If a picture appears in the records below, drop it, and reproduce everything else exactly.

■ ■ ■

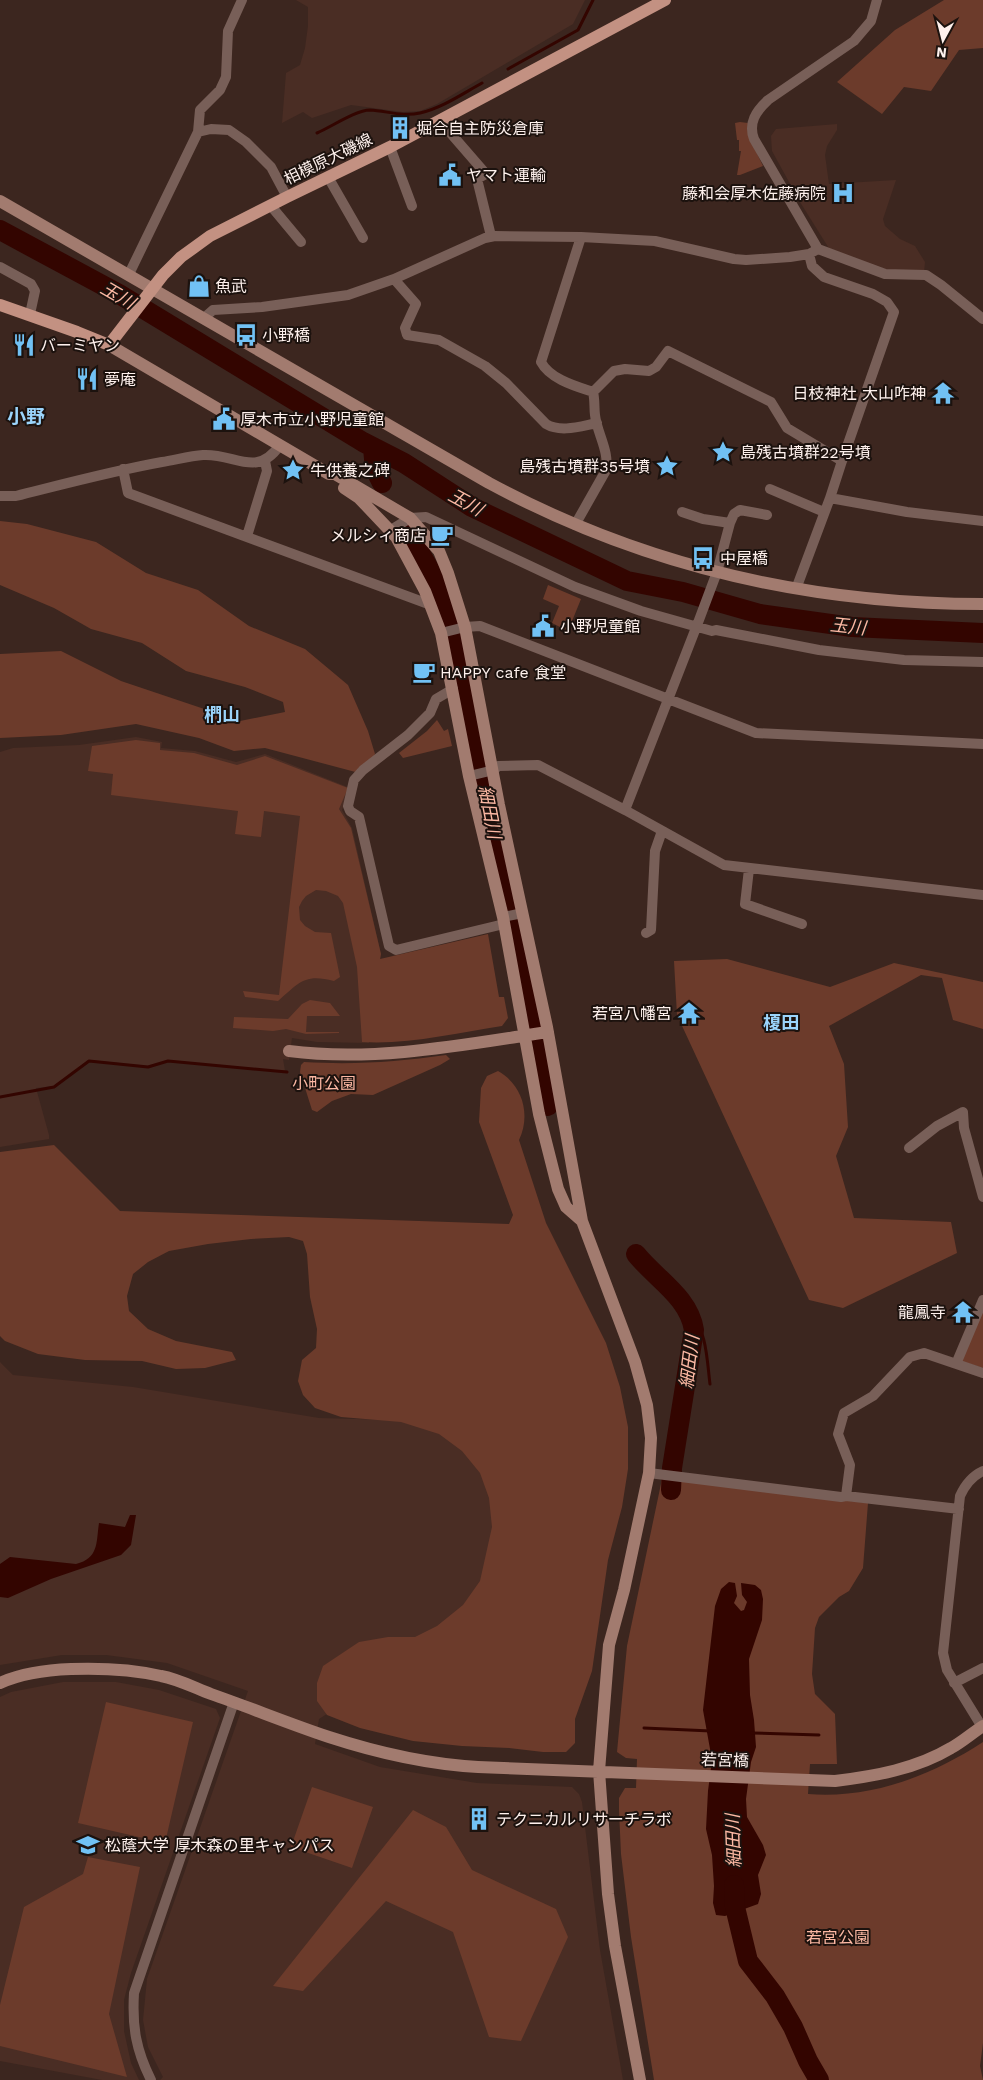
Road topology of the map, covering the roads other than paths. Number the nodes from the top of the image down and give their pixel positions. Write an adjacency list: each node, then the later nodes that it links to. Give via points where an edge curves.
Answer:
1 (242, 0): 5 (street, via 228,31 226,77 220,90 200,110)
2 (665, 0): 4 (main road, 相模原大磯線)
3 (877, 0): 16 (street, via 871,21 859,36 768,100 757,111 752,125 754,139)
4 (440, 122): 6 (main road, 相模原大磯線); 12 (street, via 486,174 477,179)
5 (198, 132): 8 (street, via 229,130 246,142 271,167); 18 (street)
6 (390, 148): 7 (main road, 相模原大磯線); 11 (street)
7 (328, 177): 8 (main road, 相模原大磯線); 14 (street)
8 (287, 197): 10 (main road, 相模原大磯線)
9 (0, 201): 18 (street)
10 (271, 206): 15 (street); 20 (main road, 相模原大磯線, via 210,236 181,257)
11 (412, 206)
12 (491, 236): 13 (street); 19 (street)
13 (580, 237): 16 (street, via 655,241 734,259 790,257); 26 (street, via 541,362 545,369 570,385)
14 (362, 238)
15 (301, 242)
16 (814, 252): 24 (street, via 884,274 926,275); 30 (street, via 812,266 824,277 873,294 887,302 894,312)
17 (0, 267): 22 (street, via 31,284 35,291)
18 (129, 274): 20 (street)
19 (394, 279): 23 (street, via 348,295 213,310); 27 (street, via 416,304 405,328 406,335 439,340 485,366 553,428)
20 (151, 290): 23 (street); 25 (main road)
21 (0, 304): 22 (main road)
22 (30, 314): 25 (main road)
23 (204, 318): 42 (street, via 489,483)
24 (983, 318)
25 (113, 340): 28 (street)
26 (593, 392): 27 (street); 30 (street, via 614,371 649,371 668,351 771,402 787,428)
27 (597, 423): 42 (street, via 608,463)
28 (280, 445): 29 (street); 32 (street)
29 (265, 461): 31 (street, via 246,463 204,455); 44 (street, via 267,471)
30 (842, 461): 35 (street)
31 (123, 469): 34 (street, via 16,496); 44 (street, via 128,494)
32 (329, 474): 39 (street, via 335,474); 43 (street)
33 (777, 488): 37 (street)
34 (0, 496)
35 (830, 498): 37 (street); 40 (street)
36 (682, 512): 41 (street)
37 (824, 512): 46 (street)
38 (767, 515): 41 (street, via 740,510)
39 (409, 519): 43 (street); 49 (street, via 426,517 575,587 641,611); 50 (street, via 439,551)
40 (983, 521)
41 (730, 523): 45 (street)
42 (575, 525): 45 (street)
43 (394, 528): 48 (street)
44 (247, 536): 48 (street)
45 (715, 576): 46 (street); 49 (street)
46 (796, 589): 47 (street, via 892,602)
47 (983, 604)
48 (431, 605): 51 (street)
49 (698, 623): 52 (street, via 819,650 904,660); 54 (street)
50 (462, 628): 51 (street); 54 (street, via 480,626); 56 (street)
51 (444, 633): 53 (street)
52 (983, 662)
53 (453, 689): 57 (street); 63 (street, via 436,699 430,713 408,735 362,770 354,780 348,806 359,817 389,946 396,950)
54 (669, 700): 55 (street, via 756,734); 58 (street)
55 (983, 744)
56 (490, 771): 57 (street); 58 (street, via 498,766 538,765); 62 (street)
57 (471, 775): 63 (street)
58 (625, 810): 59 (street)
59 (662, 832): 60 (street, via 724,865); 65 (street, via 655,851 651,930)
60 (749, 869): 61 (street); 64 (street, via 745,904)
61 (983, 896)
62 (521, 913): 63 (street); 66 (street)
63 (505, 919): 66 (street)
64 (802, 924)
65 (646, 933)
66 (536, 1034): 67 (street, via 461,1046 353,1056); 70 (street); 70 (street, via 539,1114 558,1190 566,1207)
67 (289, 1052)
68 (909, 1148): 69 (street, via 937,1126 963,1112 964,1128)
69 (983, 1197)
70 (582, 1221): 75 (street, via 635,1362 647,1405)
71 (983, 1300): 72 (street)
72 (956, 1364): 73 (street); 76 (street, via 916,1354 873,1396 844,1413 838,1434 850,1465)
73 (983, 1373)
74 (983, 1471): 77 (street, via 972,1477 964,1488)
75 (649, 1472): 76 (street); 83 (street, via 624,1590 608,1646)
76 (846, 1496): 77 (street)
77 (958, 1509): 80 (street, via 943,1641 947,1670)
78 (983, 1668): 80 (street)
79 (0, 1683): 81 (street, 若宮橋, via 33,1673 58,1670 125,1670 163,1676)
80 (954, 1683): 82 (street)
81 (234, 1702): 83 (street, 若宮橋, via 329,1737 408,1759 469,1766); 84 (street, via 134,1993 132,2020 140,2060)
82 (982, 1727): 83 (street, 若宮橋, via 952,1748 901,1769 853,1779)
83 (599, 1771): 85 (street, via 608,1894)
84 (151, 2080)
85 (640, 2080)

■ ■ ■

### Solution to this problem
Road topology of the map, covering the roads other than paths. Number the nodes from the top of the image down and give their pixel positions. Write an adjacency list: each node, then the later nodes that it links to. Give via points where an edge curves.
Answer:
1 (242, 0): 5 (street, via 228,31 226,77 220,90 200,110)
2 (665, 0): 4 (main road, 相模原大磯線)
3 (877, 0): 16 (street, via 871,21 859,36 768,100 757,111 752,125 754,139)
4 (440, 122): 6 (main road, 相模原大磯線); 12 (street, via 486,174 477,179)
5 (198, 132): 8 (street, via 229,130 246,142 271,167); 18 (street)
6 (390, 148): 7 (main road, 相模原大磯線); 11 (street)
7 (328, 177): 8 (main road, 相模原大磯線); 14 (street)
8 (287, 197): 10 (main road, 相模原大磯線)
9 (0, 201): 18 (street)
10 (271, 206): 15 (street); 20 (main road, 相模原大磯線, via 210,236 181,257)
11 (412, 206)
12 (491, 236): 13 (street); 19 (street)
13 (580, 237): 16 (street, via 655,241 734,259 790,257); 26 (street, via 541,362 545,369 570,385)
14 (362, 238)
15 (301, 242)
16 (814, 252): 24 (street, via 884,274 926,275); 30 (street, via 812,266 824,277 873,294 887,302 894,312)
17 (0, 267): 22 (street, via 31,284 35,291)
18 (129, 274): 20 (street)
19 (394, 279): 23 (street, via 348,295 213,310); 27 (street, via 416,304 405,328 406,335 439,340 485,366 553,428)
20 (151, 290): 23 (street); 25 (main road)
21 (0, 304): 22 (main road)
22 (30, 314): 25 (main road)
23 (204, 318): 42 (street, via 489,483)
24 (983, 318)
25 (113, 340): 28 (street)
26 (593, 392): 27 (street); 30 (street, via 614,371 649,371 668,351 771,402 787,428)
27 (597, 423): 42 (street, via 608,463)
28 (280, 445): 29 (street); 32 (street)
29 (265, 461): 31 (street, via 246,463 204,455); 44 (street, via 267,471)
30 (842, 461): 35 (street)
31 (123, 469): 34 (street, via 16,496); 44 (street, via 128,494)
32 (329, 474): 39 (street, via 335,474); 43 (street)
33 (777, 488): 37 (street)
34 (0, 496)
35 (830, 498): 37 (street); 40 (street)
36 (682, 512): 41 (street)
37 (824, 512): 46 (street)
38 (767, 515): 41 (street, via 740,510)
39 (409, 519): 43 (street); 49 (street, via 426,517 575,587 641,611); 50 (street, via 439,551)
40 (983, 521)
41 (730, 523): 45 (street)
42 (575, 525): 45 (street)
43 (394, 528): 48 (street)
44 (247, 536): 48 (street)
45 (715, 576): 46 (street); 49 (street)
46 (796, 589): 47 (street, via 892,602)
47 (983, 604)
48 (431, 605): 51 (street)
49 (698, 623): 52 (street, via 819,650 904,660); 54 (street)
50 (462, 628): 51 (street); 54 (street, via 480,626); 56 (street)
51 (444, 633): 53 (street)
52 (983, 662)
53 (453, 689): 57 (street); 63 (street, via 436,699 430,713 408,735 362,770 354,780 348,806 359,817 389,946 396,950)
54 (669, 700): 55 (street, via 756,734); 58 (street)
55 (983, 744)
56 (490, 771): 57 (street); 58 (street, via 498,766 538,765); 62 (street)
57 (471, 775): 63 (street)
58 (625, 810): 59 (street)
59 (662, 832): 60 (street, via 724,865); 65 (street, via 655,851 651,930)
60 (749, 869): 61 (street); 64 (street, via 745,904)
61 (983, 896)
62 (521, 913): 63 (street); 66 (street)
63 (505, 919): 66 (street)
64 (802, 924)
65 (646, 933)
66 (536, 1034): 67 (street, via 461,1046 353,1056); 70 (street); 70 (street, via 539,1114 558,1190 566,1207)
67 (289, 1052)
68 (909, 1148): 69 (street, via 937,1126 963,1112 964,1128)
69 (983, 1197)
70 (582, 1221): 75 (street, via 635,1362 647,1405)
71 (983, 1300): 72 (street)
72 (956, 1364): 73 (street); 76 (street, via 916,1354 873,1396 844,1413 838,1434 850,1465)
73 (983, 1373)
74 (983, 1471): 77 (street, via 972,1477 964,1488)
75 (649, 1472): 76 (street); 83 (street, via 624,1590 608,1646)
76 (846, 1496): 77 (street)
77 (958, 1509): 80 (street, via 943,1641 947,1670)
78 (983, 1668): 80 (street)
79 (0, 1683): 81 (street, 若宮橋, via 33,1673 58,1670 125,1670 163,1676)
80 (954, 1683): 82 (street)
81 (234, 1702): 83 (street, 若宮橋, via 329,1737 408,1759 469,1766); 84 (street, via 134,1993 132,2020 140,2060)
82 (982, 1727): 83 (street, 若宮橋, via 952,1748 901,1769 853,1779)
83 (599, 1771): 85 (street, via 608,1894)
84 (151, 2080)
85 (640, 2080)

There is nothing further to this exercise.